**TASK PROMPT**
Using the data below, copy out all lines with the word "القمر".

**DATA SUPPLIED**
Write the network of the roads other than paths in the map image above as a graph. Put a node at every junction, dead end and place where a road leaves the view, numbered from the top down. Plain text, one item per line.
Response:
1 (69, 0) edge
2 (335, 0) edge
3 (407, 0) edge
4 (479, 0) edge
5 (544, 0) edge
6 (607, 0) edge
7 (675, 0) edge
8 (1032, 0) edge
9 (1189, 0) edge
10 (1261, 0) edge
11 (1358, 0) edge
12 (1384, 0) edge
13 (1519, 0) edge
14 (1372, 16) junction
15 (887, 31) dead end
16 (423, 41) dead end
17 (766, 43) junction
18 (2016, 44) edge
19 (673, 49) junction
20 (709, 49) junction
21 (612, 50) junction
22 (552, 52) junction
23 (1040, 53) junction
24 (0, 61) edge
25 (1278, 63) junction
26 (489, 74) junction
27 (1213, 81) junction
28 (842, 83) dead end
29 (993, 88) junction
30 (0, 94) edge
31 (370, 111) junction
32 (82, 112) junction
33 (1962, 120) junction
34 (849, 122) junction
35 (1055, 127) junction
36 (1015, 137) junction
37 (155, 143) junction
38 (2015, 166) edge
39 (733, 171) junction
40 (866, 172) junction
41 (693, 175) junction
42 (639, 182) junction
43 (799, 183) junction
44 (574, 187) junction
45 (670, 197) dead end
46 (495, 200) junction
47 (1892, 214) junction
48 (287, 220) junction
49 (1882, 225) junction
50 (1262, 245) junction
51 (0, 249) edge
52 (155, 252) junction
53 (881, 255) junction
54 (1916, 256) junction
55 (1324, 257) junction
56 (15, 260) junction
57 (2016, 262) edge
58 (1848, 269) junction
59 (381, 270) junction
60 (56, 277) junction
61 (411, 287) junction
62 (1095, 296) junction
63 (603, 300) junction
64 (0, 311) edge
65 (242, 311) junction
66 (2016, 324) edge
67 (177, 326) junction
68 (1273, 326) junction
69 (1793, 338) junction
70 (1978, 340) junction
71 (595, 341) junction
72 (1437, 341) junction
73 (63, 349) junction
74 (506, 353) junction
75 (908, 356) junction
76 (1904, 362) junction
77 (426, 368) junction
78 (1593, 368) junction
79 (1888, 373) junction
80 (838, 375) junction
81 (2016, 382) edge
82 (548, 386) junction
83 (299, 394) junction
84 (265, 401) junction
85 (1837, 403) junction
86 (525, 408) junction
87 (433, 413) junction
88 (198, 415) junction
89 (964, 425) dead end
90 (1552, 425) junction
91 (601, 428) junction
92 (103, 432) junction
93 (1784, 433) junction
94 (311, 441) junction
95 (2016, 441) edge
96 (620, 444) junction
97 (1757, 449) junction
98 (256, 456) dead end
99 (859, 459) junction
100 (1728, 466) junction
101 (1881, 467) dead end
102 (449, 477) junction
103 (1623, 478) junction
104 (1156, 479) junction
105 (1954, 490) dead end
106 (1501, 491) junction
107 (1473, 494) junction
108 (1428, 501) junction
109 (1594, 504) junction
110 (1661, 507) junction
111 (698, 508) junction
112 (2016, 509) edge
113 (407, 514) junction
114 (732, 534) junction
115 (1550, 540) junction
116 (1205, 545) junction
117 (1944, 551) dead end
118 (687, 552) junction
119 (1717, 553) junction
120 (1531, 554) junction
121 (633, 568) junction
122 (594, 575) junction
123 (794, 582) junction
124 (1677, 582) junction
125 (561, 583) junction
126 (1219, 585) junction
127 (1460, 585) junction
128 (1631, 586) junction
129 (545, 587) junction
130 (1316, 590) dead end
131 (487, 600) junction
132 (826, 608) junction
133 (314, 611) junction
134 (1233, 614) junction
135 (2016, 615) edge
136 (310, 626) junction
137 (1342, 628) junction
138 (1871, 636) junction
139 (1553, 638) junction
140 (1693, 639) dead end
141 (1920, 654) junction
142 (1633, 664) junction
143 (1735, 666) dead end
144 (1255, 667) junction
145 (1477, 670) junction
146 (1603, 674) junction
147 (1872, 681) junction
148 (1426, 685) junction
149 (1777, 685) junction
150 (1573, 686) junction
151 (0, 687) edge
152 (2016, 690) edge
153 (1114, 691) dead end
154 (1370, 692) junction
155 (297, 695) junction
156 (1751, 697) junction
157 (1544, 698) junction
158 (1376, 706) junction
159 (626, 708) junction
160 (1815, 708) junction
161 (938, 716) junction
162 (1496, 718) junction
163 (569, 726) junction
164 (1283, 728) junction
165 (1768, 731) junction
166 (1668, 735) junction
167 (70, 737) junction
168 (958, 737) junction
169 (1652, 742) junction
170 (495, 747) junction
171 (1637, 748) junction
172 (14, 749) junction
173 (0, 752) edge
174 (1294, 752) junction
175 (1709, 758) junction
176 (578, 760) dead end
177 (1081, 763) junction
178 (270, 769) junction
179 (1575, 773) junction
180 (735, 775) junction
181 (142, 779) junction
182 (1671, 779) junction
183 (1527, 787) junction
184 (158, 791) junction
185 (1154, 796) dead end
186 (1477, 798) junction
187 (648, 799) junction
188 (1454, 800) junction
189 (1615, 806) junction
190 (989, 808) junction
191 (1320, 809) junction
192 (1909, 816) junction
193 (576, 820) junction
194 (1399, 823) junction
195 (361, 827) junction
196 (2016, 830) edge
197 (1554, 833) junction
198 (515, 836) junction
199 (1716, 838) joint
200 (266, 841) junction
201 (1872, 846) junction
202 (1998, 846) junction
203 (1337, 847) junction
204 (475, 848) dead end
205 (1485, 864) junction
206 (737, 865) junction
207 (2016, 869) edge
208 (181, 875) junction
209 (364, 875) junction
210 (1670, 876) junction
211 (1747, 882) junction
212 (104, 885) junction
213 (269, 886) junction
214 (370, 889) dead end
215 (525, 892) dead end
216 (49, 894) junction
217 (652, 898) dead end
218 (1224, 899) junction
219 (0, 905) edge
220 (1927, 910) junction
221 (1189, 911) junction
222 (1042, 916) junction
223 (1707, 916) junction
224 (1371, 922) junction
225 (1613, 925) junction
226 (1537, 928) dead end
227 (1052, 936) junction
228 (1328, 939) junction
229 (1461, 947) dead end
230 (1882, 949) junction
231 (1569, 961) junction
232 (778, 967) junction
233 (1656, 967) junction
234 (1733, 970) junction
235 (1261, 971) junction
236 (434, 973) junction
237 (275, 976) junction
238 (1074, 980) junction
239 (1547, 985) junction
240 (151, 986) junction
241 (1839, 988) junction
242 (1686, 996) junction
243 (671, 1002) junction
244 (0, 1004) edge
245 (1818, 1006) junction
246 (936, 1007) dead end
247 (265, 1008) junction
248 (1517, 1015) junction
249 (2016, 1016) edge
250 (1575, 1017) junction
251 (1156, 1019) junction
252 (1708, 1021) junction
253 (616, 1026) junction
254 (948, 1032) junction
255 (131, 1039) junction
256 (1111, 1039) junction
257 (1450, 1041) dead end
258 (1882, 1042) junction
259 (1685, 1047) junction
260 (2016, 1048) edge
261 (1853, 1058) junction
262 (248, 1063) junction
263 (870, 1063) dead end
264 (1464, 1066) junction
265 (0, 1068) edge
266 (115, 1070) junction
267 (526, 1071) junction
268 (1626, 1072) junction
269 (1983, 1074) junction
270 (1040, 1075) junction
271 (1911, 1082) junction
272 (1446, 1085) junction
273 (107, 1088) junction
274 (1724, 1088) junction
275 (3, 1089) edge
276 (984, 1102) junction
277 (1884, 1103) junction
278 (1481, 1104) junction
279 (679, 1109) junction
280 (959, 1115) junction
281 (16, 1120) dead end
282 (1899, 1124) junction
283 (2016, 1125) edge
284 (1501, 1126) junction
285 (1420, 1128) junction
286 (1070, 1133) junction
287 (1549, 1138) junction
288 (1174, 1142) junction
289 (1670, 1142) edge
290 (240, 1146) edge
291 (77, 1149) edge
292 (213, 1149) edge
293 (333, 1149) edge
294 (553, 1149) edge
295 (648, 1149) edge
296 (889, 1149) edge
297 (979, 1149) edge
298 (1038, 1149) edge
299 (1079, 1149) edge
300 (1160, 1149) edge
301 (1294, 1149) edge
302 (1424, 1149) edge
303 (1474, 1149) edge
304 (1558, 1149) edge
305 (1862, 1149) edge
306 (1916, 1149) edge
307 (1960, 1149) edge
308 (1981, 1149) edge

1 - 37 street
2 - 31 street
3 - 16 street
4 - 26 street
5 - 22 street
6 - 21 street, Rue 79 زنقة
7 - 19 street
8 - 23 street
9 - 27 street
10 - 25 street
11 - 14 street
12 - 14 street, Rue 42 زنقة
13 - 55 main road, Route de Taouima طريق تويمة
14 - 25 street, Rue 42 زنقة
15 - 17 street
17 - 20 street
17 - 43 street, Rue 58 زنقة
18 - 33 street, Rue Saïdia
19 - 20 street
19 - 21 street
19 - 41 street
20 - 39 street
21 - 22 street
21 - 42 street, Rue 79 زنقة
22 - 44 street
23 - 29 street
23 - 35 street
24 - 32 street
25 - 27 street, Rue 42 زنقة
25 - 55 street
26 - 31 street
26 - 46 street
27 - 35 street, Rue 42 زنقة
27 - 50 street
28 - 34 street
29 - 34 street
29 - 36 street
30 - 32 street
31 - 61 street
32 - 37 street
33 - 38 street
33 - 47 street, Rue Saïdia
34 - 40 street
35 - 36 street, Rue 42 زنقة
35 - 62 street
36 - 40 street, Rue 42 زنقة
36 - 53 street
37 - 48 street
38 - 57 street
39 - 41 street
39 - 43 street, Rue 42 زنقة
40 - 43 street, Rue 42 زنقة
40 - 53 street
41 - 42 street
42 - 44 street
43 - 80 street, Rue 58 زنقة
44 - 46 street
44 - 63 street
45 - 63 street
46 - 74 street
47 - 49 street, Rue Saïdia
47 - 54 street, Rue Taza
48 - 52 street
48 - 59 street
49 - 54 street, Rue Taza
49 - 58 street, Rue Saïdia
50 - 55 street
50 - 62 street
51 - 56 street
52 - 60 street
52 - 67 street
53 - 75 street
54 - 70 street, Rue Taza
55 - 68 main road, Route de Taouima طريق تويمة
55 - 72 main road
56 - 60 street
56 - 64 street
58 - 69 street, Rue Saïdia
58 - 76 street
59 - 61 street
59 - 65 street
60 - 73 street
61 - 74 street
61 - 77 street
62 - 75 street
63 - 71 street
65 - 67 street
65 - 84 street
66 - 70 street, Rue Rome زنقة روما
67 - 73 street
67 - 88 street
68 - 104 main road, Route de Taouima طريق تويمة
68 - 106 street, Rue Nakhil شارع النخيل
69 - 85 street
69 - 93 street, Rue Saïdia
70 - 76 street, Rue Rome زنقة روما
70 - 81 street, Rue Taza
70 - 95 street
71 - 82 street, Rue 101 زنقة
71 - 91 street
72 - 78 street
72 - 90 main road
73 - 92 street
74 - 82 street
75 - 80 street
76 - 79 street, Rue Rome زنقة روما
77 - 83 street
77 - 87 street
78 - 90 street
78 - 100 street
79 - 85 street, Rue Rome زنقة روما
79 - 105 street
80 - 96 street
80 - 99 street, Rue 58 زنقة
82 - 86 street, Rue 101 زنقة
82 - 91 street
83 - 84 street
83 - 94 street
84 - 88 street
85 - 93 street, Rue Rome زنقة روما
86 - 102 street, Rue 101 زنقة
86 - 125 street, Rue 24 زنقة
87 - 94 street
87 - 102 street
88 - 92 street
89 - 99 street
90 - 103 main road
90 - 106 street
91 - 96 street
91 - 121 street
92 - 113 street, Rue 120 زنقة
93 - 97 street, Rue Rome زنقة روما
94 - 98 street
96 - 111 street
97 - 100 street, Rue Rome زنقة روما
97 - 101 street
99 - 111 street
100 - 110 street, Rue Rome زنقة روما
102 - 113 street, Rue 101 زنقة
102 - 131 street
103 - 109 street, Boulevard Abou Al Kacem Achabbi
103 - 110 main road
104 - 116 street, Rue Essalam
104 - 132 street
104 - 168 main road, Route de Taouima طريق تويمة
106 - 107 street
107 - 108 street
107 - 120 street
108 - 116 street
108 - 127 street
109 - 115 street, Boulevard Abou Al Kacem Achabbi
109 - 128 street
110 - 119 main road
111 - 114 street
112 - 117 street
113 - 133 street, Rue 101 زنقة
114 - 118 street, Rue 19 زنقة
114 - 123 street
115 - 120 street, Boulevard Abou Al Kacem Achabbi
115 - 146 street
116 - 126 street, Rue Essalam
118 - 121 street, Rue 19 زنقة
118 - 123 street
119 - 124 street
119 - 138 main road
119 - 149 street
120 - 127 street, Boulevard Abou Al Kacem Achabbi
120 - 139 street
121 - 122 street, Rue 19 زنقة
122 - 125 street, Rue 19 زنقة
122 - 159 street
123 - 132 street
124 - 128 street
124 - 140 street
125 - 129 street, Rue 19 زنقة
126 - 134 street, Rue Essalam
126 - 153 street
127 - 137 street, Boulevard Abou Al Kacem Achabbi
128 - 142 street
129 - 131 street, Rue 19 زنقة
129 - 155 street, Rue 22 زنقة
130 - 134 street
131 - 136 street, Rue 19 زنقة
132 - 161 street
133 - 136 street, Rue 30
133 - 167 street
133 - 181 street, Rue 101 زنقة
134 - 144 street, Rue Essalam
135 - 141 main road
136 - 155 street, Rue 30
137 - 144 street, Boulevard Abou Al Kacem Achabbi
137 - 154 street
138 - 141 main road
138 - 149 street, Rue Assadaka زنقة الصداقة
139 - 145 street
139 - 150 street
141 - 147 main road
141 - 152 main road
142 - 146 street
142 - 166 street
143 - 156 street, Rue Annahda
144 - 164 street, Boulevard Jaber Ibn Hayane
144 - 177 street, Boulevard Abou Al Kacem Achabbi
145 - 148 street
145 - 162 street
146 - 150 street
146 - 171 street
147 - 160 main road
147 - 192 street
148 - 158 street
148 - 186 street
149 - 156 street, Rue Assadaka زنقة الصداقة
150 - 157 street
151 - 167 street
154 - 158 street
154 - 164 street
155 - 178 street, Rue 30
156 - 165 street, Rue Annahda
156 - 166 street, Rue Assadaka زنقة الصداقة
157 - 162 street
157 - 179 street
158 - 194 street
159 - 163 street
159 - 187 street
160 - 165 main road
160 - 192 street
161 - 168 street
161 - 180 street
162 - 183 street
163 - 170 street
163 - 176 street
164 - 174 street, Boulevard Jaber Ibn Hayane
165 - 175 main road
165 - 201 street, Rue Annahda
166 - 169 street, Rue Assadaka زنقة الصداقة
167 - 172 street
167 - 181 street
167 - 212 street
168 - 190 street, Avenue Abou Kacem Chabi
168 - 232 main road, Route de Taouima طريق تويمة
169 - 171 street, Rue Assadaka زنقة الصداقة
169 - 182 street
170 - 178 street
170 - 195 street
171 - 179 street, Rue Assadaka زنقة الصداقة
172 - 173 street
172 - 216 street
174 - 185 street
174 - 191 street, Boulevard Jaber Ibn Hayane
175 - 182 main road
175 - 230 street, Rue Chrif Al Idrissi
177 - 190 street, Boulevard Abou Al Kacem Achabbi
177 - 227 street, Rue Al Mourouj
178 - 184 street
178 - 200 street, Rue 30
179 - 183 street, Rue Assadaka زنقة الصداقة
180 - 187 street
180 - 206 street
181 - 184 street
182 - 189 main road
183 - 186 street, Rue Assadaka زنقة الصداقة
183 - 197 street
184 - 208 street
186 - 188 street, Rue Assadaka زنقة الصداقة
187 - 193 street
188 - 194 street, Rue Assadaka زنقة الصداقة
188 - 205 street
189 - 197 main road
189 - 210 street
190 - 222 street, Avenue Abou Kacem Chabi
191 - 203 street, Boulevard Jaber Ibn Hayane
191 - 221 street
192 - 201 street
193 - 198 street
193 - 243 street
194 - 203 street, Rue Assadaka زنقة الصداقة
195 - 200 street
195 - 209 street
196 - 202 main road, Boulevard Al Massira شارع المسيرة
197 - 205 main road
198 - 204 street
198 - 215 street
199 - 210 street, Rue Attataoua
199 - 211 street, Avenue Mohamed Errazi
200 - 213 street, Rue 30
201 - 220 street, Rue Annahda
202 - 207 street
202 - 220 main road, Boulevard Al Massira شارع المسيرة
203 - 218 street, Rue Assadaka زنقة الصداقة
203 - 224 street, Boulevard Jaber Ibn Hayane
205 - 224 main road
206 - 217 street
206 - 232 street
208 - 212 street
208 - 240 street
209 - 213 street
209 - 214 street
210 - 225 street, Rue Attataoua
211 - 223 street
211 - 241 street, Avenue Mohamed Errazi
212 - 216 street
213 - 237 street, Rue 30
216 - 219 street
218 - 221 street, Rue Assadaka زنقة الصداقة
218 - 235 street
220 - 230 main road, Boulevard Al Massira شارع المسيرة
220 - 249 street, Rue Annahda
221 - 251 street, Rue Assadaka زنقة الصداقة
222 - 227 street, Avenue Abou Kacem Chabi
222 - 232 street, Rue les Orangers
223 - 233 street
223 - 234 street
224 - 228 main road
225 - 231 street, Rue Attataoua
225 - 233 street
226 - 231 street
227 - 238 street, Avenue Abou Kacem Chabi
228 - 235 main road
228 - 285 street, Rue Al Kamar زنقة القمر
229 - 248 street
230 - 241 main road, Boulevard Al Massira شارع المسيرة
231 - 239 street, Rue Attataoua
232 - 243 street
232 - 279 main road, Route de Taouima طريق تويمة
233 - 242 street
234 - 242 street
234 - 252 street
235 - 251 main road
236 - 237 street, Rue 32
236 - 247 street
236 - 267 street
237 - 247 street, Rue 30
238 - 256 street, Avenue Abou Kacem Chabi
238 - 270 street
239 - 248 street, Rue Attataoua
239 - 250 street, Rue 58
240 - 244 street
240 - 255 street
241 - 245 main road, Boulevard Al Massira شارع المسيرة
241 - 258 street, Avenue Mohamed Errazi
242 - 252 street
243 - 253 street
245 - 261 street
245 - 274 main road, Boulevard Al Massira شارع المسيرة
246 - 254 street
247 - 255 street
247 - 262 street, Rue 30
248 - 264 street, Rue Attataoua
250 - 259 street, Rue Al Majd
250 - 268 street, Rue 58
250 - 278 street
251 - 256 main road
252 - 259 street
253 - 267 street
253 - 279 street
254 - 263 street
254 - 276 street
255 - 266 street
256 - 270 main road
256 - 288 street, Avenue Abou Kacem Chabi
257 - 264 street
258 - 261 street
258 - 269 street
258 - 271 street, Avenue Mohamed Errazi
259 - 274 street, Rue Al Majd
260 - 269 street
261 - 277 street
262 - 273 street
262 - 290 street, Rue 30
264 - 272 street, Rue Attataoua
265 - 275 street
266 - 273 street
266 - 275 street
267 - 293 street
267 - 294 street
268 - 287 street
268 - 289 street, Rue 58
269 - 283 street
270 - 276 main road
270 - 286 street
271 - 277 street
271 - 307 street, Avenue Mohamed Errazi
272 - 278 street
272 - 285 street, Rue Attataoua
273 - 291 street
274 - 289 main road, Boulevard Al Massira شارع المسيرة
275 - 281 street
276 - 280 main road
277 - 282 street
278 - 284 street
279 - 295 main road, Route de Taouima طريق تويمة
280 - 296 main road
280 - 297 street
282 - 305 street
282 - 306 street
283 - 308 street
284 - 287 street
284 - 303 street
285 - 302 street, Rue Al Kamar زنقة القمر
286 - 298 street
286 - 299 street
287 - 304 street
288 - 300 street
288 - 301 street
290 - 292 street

**RESULT OF THIS TASK**
228 - 285 street, Rue Al Kamar زنقة القمر
285 - 302 street, Rue Al Kamar زنقة القمر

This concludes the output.